- [DIRECTIONS FOR THIS TASK]: Which lines have the string "Anlaby"? Copy all of them from the entries below.

Stored data:
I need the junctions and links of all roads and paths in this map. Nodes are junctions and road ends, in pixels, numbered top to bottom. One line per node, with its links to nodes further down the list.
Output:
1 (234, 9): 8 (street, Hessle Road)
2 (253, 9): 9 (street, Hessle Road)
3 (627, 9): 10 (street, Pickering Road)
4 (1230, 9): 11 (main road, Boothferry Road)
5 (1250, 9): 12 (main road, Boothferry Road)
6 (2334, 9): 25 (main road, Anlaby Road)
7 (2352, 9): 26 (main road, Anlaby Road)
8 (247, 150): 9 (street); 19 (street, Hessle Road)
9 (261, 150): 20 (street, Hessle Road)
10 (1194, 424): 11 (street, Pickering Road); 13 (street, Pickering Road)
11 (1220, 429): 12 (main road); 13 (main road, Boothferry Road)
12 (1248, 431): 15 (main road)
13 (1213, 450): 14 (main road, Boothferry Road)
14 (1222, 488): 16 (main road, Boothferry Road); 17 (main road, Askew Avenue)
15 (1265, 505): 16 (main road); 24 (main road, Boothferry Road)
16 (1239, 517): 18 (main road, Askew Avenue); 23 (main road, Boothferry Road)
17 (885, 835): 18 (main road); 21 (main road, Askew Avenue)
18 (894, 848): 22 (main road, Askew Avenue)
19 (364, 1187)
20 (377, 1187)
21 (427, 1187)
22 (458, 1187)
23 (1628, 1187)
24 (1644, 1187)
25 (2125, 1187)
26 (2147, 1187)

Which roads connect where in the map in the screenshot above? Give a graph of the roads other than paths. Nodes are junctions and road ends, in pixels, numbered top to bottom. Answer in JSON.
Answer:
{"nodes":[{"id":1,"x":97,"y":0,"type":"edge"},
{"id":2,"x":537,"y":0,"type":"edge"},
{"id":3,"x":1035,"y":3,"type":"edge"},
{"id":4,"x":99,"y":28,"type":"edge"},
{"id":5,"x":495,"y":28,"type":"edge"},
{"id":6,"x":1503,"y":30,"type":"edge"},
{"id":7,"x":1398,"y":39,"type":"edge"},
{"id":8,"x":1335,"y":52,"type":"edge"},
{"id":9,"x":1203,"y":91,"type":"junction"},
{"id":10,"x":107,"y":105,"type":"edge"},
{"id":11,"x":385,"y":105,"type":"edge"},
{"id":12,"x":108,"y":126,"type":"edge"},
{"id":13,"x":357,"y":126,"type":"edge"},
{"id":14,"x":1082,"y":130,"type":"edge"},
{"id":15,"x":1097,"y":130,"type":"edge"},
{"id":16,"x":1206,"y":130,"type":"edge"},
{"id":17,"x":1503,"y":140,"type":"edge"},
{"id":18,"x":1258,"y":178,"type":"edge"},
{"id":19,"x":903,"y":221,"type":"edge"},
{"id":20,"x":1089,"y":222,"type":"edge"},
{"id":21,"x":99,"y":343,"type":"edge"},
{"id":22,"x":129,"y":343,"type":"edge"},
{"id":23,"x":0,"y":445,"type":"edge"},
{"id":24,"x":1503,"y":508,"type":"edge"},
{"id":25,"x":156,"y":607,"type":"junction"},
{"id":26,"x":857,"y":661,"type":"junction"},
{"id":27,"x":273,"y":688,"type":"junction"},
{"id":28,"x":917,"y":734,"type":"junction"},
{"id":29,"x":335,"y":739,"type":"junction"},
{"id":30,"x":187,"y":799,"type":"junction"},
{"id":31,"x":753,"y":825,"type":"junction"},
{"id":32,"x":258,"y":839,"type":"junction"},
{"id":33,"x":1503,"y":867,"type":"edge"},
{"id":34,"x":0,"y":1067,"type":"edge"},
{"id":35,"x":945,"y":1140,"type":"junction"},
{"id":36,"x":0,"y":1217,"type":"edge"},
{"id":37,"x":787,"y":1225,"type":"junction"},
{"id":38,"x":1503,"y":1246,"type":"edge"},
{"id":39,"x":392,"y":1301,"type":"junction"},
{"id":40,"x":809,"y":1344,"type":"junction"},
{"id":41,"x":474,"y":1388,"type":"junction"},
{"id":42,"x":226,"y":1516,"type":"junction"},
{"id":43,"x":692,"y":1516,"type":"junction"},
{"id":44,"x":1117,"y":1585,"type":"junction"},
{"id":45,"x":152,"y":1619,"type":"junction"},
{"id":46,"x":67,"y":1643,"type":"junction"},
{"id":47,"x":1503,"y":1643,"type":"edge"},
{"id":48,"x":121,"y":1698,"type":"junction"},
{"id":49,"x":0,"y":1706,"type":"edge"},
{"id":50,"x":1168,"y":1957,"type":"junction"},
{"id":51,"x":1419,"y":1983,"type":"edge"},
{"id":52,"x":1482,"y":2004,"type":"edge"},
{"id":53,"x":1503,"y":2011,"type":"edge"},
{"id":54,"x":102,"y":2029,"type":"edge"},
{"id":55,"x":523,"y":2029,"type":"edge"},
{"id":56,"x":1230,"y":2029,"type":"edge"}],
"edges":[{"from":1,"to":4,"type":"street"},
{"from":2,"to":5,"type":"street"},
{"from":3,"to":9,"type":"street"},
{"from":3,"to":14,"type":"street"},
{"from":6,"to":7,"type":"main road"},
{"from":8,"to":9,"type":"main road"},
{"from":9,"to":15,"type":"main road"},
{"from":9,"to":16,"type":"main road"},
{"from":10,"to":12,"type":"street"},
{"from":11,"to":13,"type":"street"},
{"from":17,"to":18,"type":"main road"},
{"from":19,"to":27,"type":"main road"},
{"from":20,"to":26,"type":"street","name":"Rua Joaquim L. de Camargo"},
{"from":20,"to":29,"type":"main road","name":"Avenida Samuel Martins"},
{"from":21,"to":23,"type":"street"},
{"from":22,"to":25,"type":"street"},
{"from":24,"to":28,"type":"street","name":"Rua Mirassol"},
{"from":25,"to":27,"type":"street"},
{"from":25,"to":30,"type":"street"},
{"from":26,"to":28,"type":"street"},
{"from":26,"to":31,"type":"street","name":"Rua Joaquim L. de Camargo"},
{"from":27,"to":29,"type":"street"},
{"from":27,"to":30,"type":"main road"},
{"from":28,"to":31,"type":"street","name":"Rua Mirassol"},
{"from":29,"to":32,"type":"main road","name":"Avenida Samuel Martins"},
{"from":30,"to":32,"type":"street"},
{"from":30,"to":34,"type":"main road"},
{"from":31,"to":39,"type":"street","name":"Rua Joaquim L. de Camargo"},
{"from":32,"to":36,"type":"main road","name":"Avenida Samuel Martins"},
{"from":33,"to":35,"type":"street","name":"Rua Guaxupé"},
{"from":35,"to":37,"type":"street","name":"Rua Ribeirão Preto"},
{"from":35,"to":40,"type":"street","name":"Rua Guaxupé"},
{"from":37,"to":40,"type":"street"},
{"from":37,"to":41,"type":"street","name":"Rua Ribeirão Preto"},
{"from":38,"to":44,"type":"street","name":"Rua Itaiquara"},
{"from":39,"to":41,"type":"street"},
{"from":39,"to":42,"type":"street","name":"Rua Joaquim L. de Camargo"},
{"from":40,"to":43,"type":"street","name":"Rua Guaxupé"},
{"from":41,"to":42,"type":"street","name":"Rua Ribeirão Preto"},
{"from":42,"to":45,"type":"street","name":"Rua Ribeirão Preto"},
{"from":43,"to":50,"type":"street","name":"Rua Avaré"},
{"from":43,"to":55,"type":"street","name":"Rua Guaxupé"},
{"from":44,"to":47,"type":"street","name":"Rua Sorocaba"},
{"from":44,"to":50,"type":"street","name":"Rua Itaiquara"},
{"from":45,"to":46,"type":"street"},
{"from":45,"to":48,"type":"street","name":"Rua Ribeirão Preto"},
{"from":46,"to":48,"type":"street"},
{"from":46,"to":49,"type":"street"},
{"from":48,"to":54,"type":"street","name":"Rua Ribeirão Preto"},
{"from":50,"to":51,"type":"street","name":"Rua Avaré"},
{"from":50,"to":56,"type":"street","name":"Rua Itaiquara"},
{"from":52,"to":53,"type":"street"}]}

- [EXPECTED ANSWER]:
6 (2334, 9): 25 (main road, Anlaby Road)
7 (2352, 9): 26 (main road, Anlaby Road)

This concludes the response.